You should also reward people who speak highly of your product. But be careful not to establish a pattern, because then it won’t be earned media—you’ll be bribing people to say nice things about you. However, if you spontaneously decide to send some swag to someone who tweeted how much they loved your product, you’ll ingratiate yourself to your audience without looking desperate. The more you interact with your audience on social media, the better chances you’ll have at “earning” earned media. As long as you keep it light: answer questions, crack jokes, give out discounts and other opportunities. People should consider their interactions with you on social media as fulfilling, useful, or humorous. If not, you’re just bothering them.
This brings us to the other side of earned media: bad publicity. Contrary to the infamous euphemism, not all publicity is good publicity. So, you should be very clear about your goals from the outset: you don’t just want to earn media—you want to earn media so that people view your enterprise in a more favorable light. Conducting tone-deaf campaigns like the recent “Pepsi Protest” ad, or advertising clothing featuring harmful racial stereotypes is not the way to go. You can mitigate these problems in advance by making sure that your whole marketing team is thinking critically, and that you’ve fostered an environment in which team members feel comfortable expressing concern or apprehension towards your campaign.

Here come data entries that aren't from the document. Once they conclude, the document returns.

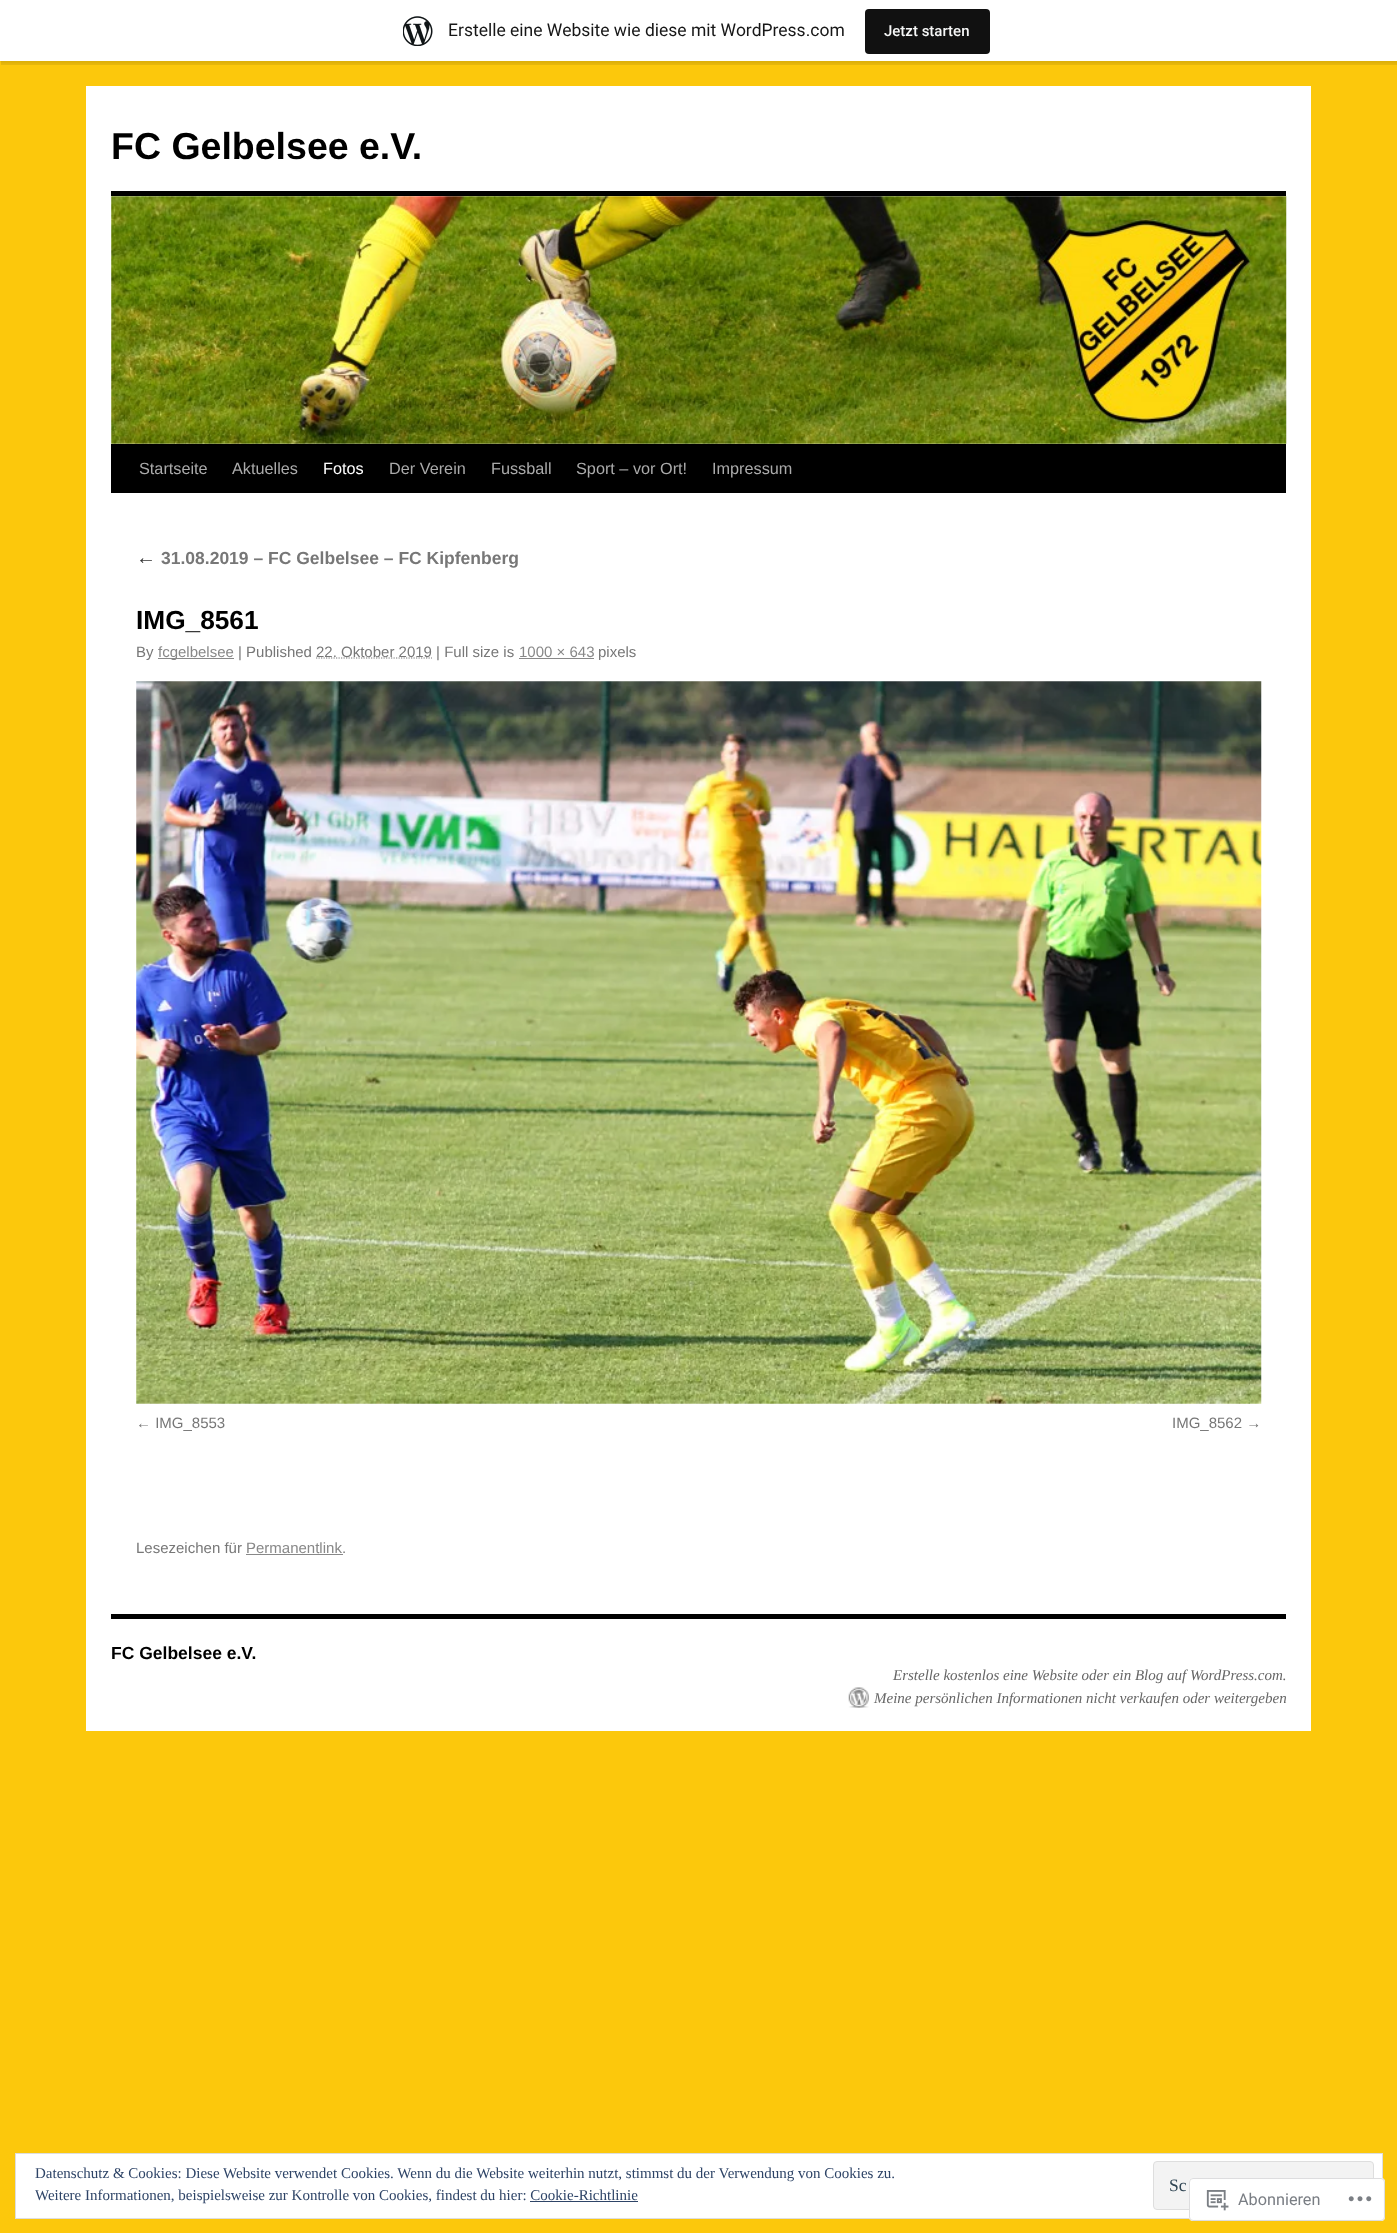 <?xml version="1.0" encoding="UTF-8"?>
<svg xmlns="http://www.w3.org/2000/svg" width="1397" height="2233">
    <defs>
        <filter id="blur1" x="-50%" y="-200%" width="200%" height="500%"><feGaussianBlur stdDeviation="1"/></filter>
    </defs>
    <rect width="100%" height="100%" fill="#FCC80C"/>
    <rect x="0" y="1" width="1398" height="62" fill="#000000" fill-opacity="0.05" filter="url(#blur1)"/>
    <path d="M 1 61 V 65 H 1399 V 4 H 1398 V 61 Z" fill="#000000" fill-opacity="0.08"/>
    <rect x="0" y="0" width="1397" height="61" fill="#FFFFFF"/>
    <image x="403" y="16" width="30" height="30" href="img_01.png"/>
    <text x="448" y="36" font-family="Roboto" font-size="17.5" fill="#171717">Erstelle eine Website wie diese mit WordPress.com</text>
    <rect x="865" y="9" width="125" height="45" rx="4" fill="#111111"/>
    <text x="884" y="36" font-family="Roboto" font-size="15" font-weight="500" fill="#F6F7F7">Jetzt starten</text>
    <rect x="86" y="86" width="1225" height="1645" fill="#FFFFFF"/>
    <text x="111" y="159" font-family="Liberation Sans" font-size="37.5" font-weight="700" fill="#000000">FC Gelbelsee e.V.</text>
    <rect x="111" y="191" width="1175" height="5" fill="#000000"/>
    <rect x="111" y="444" width="1175" height="49" fill="#000000"/>
    <image x="111" y="196" width="1176" height="248" href="img_02.png"/>
    <text x="139" y="474" font-family="Liberation Sans" font-size="16.25" fill="#AAAAAA">Startseite</text>
    <text x="232" y="474" font-family="Liberation Sans" font-size="16.25" fill="#AAAAAA">Aktuelles</text>
    <text x="323" y="474" font-family="Liberation Sans" font-size="16.25" fill="#FFFFFF">Fotos</text>
    <text x="389" y="474" font-family="Liberation Sans" font-size="16.25" fill="#AAAAAA">Der Verein</text>
    <text x="491" y="474" font-family="Liberation Sans" font-size="16.25" fill="#AAAAAA">Fussball</text>
    <text x="576" y="474" font-family="Liberation Sans" font-size="16.25" fill="#AAAAAA">Sport – vor Ort!</text>
    <text x="712" y="474" font-family="Liberation Sans" font-size="16.25" fill="#AAAAAA">Impressum</text>
    <text x="136" y="564" font-family="Liberation Serif" font-size="20" font-style="italic" fill="#333333">←</text>
    <text x="161" y="564" font-family="Liberation Sans" font-size="17.5" font-weight="700" fill="#777777">31.08.2019 – FC Gelbelsee – FC Kipfenberg</text>
    <text x="136" y="629" font-family="Liberation Sans" font-size="26.25" font-weight="700" fill="#000000">IMG_8561</text>
    <text x="136" y="657" font-family="Liberation Sans" font-size="15" fill="#777777">By</text>
    <rect x="158" y="658" width="76" height="1" fill="#888888"/>
    <text x="158" y="657" font-family="Liberation Sans" font-size="15" fill="#888888">fcgelbelsee</text>
    <text x="238" y="657" font-family="Liberation Sans" font-size="15" fill="#777777">| Published</text>
    <path d="M 316 658 H 432" fill="none" stroke="#777777" stroke-width="1.2" stroke-dasharray="1.25 1.25"/>
    <text x="316" y="657" font-family="Liberation Sans" font-size="15" fill="#777777">22. Oktober 2019 | Full size is</text>
    <text x="519" y="657" font-family="Liberation Sans" font-size="15" fill="#888888">1000 × 643</text>
    <rect x="519" y="658" width="75" height="1" fill="#888888"/>
    <text x="598" y="657" font-family="Liberation Sans" font-size="15" fill="#777777">pixels</text>
    <image x="136" y="681" width="1126" height="723" href="img_03.png"/>
    <text x="136" y="1428" font-family="Liberation Sans" font-size="15" fill="#777777">← IMG_8553</text>
    <text x="1172" y="1428" font-family="Liberation Sans" font-size="15" fill="#777777">IMG_8562 →</text>
    <text x="136" y="1553" font-family="Liberation Sans" font-size="15" fill="#777777">Lesezeichen für</text>
    <text x="246" y="1553" font-family="Liberation Sans" font-size="15" fill="#888888">Permanentlink</text>
    <rect x="246" y="1554" width="97" height="1" fill="#888888"/>
    <text x="342" y="1553" font-family="Liberation Sans" font-size="15" fill="#777777">.</text>
    <rect x="111" y="1614" width="1175" height="5" fill="#000000"/>
    <text x="111" y="1659" font-family="Liberation Sans" font-size="17.5" font-weight="700" fill="#000000">FC Gelbelsee e.V.</text>
    <text x="893" y="1680" font-family="Liberation Serif" font-size="15" font-style="italic" fill="#666666">Erstelle kostenlos eine Website oder ein Blog auf WordPress.com.</text>
    <image x="848" y="1687" width="21" height="21" href="img_04.png"/>
    <text x="874" y="1703" font-family="Liberation Serif" font-size="15" font-style="italic" fill="#666666">Meine persönlichen Informationen nicht verkaufen oder weitergeben</text>
    <rect x="15.5" y="2153.5" width="1367" height="65" fill="#FFFFFF" stroke="#DEDEDE"/>
    <text x="35" y="2178" font-family="Liberation Serif" font-size="15" fill="#2E4467">Datenschutz &amp; Cookies: Diese Website verwendet Cookies. Wenn du die Website weiterhin nutzt, stimmst du der Verwendung von Cookies zu.</text>
    <rect x="1153.5" y="2161.5" width="220" height="48" rx="3.5" fill="#F3F3F3" stroke="#DEDEDE"/>
    <text x="1169" y="2191" font-family="Liberation Serif" font-size="17.5" fill="#2E4453">Sc</text>
    <text x="35" y="2200" font-family="Liberation Serif" font-size="15" fill="#2E4467">Weitere Informationen, beispielsweise zur Kontrolle von Cookies, findest du hier: Cookie-Richtlinie</text>
    <rect x="530" y="2201" width="108" height="1" fill="#2E4467"/>
    <rect x="1189" y="2178" width="196" height="43" rx="4" fill="#FFFFFF" fill-opacity="0.98"/>
    <rect x="1189.5" y="2178.5" width="195" height="42" rx="3.5" fill="none" stroke="#DCDCDE" stroke-opacity="0.98"/>
    <image x="1206" y="2190" width="23" height="21" href="img_05.png"/>
    <text x="1238" y="2205" font-family="Roboto" font-size="16.25" fill="#7A7E84">Abonnieren</text>
    <image x="1348" y="2196" width="24" height="6" href="img_06.png"/>
</svg>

Earned media is also highly sought after because it’s rare, and more importantly, unpredictable. There’s no “hack” to get earned media. And, given the overall fickle attention spans of audiences these days, it's unlikely that what worked for you at one point in type will necessarily guarantee repeated results. In other words, earned media often depends on variables that are outside your control, however that doesn’t mean you can’t work the odds and give yourself many chances to get that coveted placement.